How to Contain and Control the Ebola Outbreak

Friday, August 08, 2014

A view of gloves and boots used by medical staff, drying in the sun, at a center for victims of the Ebola virus in Guekedou, on April 1, 2014. (SEYLLOU/AFP/Getty)

Liberia, Guinea,  and Sierra Leone have been trying since March to stop what has become the largest Ebola outbreak ever recorded—as of August 6, 932 people have died from the disease and more than 1,700 people have been sickened. There have been cases in Nigeria and two Americans who came down with the disease while treating patients in West Africa are being treated in Atlanta. For this week’s Please Explain, W. Ian Lipkin, John Snow Professor of Epidemiology and director of the Center for Infection and Immunity at Columbia University’s Mailman School of Public Health, talks about the Ebola outbreak and how other infectious diseases outbreaks are contained and halted.


W. Ian Lipkin

Comments [13]

tom LI

Joanne - no, no, no!!! Anyone can own the patents on any virus, germ, etc. As well as human DNA,,,any one, like a doctor can own a patent on your DNA ! Look it up, there's been a few stories about this in the last year alone...medical research firms owning the DNA of various people who had samples taken of their diseased organs, flesh etc..

Aug. 08 2014 02:07 PM
Ed from Larchmont

Very funny about CNN.
It doesn't sound like it spreads easily, but it seems like with contact it spreads easily: one doctor got it by touching the hand of an infected person (got it through the skin), and died.

Aug. 08 2014 02:04 PM
Lisa from brighton beach

Dr.Lipkin, with all due respect, can you please explain what you meant when you said that American researchers/citizens are better equipped than Ebola victims in Africa to decide whether or not they want to assume the risks involved with experimental treatments? Please tell me I did not understand you correctly.

Aug. 08 2014 02:03 PM
tom LI

Oh right...containment...that makes me feel better...that the diseased patient was brought into the US in containment...because well...that can't go wrong. What great plot for a book, movie..."What? The power went out and the air system had a glitch...reversing its blowers...uh, better call the president!"

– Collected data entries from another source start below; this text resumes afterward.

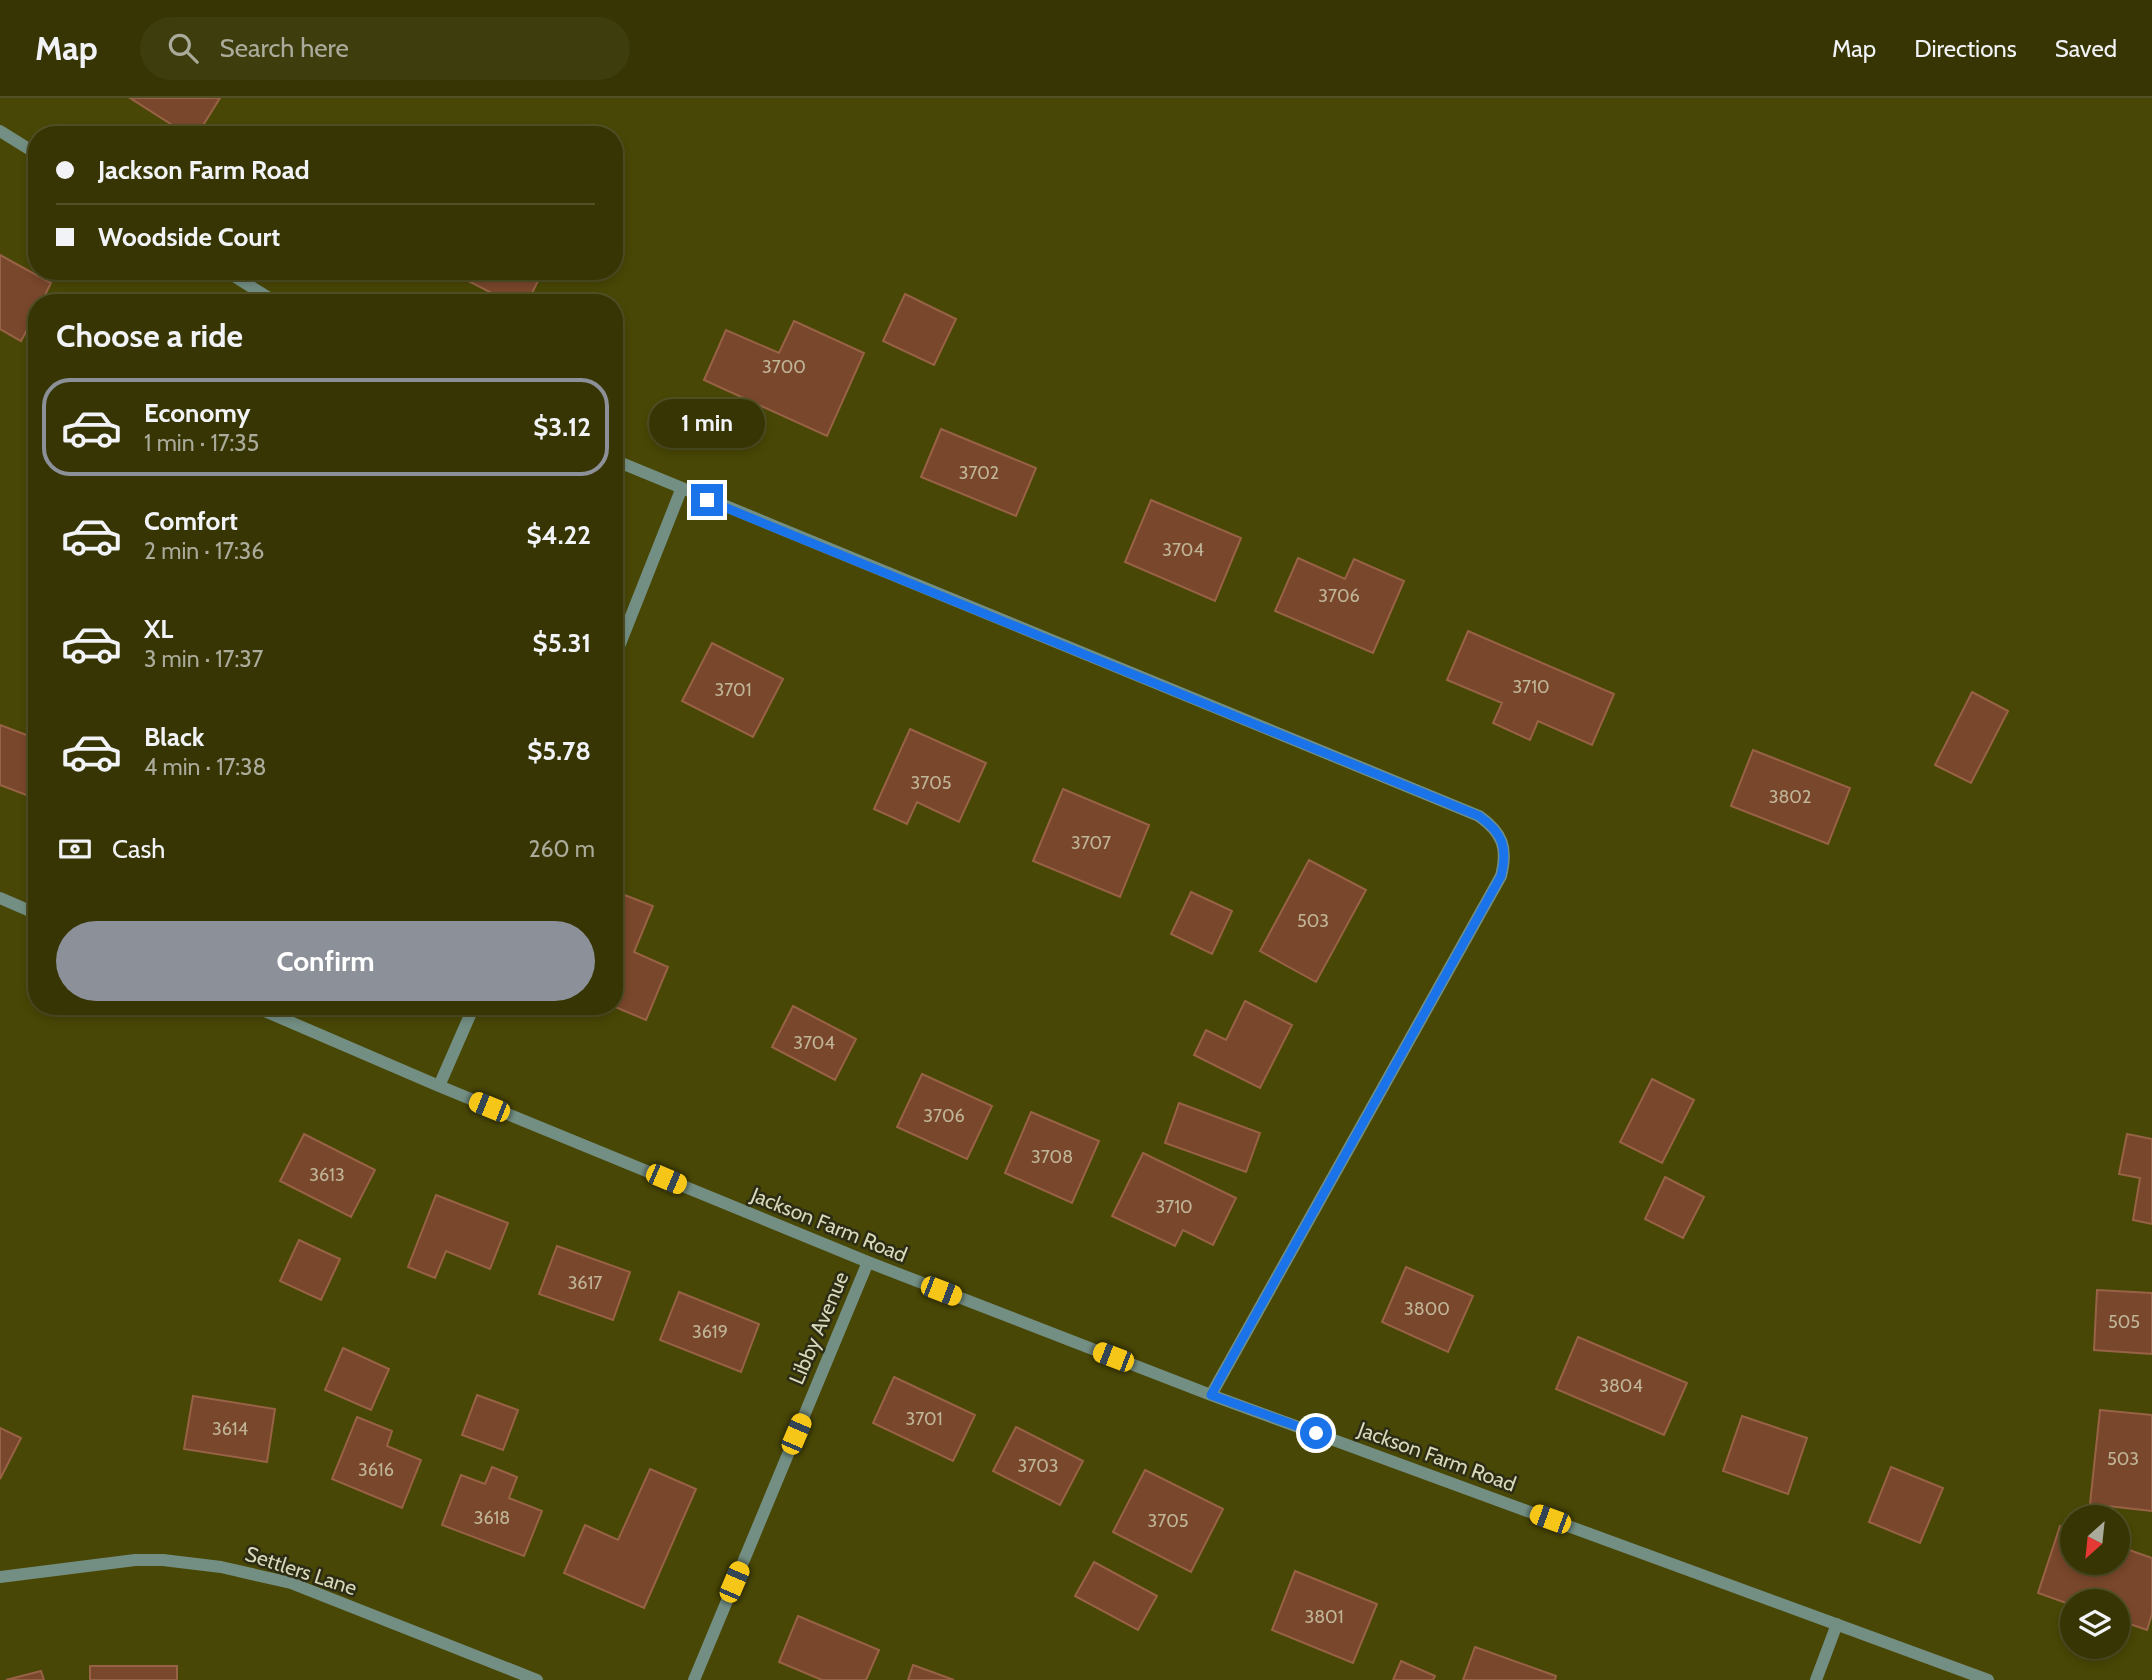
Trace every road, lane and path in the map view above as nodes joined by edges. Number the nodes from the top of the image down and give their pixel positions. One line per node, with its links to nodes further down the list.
1 (0, 131): 2 (street)
2 (28, 148)
3 (240, 280): 4 (street)
4 (263, 294)
5 (623, 464): 6 (street)
6 (681, 490): 7 (street); 14 (street)
7 (623, 636)
8 (0, 898): 9 (street)
9 (28, 910)
10 (274, 1015): 12 (street, Jackson Farm Road)
11 (470, 1015): 12 (street)
12 (439, 1086): 13 (street, Jackson Farm Road)
13 (868, 1262): 14 (street, Jackson Farm Road); 18 (street, Libby Avenue)
14 (1211, 1395): 16 (street, Jackson Farm Road)
15 (0, 1577): 17 (street, Settlers Lane)
16 (1837, 1624): 19 (street); 20 (street, Jackson Farm Road)
17 (537, 1680)
18 (694, 1680)
19 (1816, 1680)
20 (1988, 1680)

Medical scientists, the Kings of hubris.

Aug. 08 2014 02:00 PM
CR from Manhattan

I don't care what anyone says about the safety of the facilities, if my kid was supposed to start college as a freshman at Emory in September, he wouldn't be going & Emory would be getting him into another school of his choice. They have a responsibility to their students, faculty and their community.

Aug. 08 2014 01:56 PM
Joanne from NJ

I read that the US government owned patents to several strains of Ebola. Does that mean that they created the virus?

Aug. 08 2014 01:55 PM

The recent outbreaks of Mening B on some college campuses pointed out that the US had no licensed vaccine while one is licensed in Europe and other countries around the world, and another candidate has been slowly reviewed by the FDA until the campus outbreaks, when it suddenly obtained "fast track" status.

How do we stop the crisis reaction to known pathogens and develop them rationally and have them available in a timely fashion?

Aug. 08 2014 01:53 PM
Amy from Manhattan (medical editor)

Just so people don't get the wrong impression, it sounds scary, but "superinfection" doesn't mean one that's extra severe or deadly--it just means an infection someone gets on top of another one they already have.

Aug. 08 2014 01:52 PM
Amy from Manhattan

But remember, some of those possibly pandemic diseases that are mild for most people can be severe or lethal in people with compromised immune systems--including cytomegalovirus, which Dr. Lipkin mentioned.

Aug. 08 2014 01:46 PM
Connie from nj

Bats are not rodents--they are of the order Chiroptera. According to Wikipedia, "Bats are the second largest order of mammals (after the rodents), representing about 20% of all classified mammal species worldwide". Also, "Bats are present throughout most of the world, performing vital ecological roles of pollinating flowers and dispersing fruit seeds. Many tropical plant species depend entirely on bats for the distribution of their seeds. Bats are important, as they consume insect pests"

Aug. 08 2014 01:40 PM

Does the current laxity with the CDC shipping viable anthrax and pathogenic H5N1 influenza strains concern you?

Aug. 08 2014 01:40 PM
pliny from soho

a couple of years back there were reports
of bush meat being sold on Staten Island
apparently there are west African communities and markets there
how they get it here they did not say

Aug. 08 2014 01:37 PM
Tisha from NJ

I'm confused. They keep saying Ebola can't be spread through coughing, just direct contact with fluids. But doesn't coughing spread salliva particles into the air and if someone were to inhale that wouldn't that constitute direct contact with fluids???